Top of Available data

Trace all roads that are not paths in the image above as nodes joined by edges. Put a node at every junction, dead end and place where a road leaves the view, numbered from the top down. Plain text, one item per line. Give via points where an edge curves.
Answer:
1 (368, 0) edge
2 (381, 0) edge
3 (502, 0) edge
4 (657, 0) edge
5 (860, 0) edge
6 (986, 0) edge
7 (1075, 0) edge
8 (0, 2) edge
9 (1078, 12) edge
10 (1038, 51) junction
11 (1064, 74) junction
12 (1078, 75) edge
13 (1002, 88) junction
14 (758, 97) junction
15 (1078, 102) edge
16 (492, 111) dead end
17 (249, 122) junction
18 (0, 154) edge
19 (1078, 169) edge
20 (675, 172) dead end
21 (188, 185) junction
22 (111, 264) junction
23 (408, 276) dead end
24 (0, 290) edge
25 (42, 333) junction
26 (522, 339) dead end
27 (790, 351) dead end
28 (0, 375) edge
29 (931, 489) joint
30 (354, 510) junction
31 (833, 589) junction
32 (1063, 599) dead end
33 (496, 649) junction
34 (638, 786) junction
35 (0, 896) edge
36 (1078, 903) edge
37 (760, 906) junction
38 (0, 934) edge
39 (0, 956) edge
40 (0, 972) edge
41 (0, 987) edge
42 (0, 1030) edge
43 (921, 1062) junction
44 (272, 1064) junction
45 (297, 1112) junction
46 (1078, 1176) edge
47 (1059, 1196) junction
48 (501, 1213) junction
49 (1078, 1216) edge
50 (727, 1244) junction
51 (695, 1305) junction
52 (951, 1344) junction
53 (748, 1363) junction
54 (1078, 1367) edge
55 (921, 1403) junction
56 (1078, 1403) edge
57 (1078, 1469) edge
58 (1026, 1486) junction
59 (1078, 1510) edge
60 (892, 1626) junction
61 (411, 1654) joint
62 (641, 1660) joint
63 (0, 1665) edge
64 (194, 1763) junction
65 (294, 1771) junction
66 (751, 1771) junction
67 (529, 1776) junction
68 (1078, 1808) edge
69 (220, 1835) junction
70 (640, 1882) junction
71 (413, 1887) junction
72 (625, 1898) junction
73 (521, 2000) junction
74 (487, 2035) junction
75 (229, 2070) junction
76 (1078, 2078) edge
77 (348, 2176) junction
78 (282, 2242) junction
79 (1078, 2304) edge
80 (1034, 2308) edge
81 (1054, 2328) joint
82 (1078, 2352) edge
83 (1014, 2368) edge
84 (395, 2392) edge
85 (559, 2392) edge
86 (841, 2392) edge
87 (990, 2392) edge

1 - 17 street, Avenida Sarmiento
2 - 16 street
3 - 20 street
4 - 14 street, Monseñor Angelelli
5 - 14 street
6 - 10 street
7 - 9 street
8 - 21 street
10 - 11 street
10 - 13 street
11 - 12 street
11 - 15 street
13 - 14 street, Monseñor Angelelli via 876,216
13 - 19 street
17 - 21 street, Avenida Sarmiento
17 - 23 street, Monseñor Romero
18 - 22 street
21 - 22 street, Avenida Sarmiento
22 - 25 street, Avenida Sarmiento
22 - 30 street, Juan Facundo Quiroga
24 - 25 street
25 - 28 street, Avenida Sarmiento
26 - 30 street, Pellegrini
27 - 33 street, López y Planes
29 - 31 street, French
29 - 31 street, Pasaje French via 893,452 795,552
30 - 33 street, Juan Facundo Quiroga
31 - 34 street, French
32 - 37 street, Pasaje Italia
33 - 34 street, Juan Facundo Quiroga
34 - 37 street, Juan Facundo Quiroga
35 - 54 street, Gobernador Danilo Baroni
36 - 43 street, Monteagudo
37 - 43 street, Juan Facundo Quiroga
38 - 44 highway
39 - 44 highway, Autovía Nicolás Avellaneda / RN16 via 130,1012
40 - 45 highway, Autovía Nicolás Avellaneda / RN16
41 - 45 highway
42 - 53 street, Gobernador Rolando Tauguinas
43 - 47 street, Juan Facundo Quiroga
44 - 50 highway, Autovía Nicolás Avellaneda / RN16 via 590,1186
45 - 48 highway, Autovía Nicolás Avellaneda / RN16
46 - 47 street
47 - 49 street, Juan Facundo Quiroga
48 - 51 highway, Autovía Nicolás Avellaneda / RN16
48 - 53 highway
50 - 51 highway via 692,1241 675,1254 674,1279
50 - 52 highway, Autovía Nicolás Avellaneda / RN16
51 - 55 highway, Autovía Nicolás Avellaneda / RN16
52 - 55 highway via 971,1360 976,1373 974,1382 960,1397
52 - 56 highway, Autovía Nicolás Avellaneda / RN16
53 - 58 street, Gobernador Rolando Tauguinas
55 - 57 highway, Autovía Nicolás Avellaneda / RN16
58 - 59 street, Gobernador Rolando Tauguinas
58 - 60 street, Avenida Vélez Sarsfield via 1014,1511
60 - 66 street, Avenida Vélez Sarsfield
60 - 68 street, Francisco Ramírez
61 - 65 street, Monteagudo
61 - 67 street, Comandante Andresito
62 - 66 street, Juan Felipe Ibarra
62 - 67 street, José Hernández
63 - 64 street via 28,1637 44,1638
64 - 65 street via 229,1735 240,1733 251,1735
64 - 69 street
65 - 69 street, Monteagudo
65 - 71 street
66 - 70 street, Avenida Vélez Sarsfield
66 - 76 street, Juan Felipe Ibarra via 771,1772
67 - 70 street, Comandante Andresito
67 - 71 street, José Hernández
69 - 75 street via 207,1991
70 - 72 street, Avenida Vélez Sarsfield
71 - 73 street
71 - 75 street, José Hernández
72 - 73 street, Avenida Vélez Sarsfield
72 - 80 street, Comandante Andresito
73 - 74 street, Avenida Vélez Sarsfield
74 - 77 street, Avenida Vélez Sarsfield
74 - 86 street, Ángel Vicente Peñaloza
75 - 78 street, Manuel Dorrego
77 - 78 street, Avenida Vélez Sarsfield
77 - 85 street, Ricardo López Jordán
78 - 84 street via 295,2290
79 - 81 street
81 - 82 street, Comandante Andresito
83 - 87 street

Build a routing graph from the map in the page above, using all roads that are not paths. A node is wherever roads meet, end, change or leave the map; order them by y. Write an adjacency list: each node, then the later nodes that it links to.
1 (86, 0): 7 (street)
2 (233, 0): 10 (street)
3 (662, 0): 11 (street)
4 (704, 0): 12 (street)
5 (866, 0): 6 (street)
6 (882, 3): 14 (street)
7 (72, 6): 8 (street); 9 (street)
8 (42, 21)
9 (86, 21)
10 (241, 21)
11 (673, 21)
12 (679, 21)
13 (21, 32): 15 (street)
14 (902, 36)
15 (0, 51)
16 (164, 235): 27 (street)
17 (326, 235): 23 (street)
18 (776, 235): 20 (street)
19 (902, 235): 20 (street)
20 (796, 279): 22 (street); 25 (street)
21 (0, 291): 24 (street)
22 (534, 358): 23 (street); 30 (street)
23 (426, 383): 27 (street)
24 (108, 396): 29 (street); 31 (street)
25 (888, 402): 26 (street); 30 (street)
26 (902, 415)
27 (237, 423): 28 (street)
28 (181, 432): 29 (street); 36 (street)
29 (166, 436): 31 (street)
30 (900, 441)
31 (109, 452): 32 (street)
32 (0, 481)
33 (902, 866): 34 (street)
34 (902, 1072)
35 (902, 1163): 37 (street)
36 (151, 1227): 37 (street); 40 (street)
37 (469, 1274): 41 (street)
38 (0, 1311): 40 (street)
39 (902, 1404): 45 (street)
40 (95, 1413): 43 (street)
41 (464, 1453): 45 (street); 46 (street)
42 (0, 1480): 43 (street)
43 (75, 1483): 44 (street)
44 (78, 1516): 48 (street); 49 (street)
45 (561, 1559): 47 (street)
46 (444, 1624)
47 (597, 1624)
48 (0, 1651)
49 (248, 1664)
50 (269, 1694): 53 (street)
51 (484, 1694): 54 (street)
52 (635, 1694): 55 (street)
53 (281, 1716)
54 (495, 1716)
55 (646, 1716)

Bottom of Available data

**Task to carry out**:
Considering the records above, how many lines hold "Angelelli"? Please answer with only the number.

**Completed task**:
2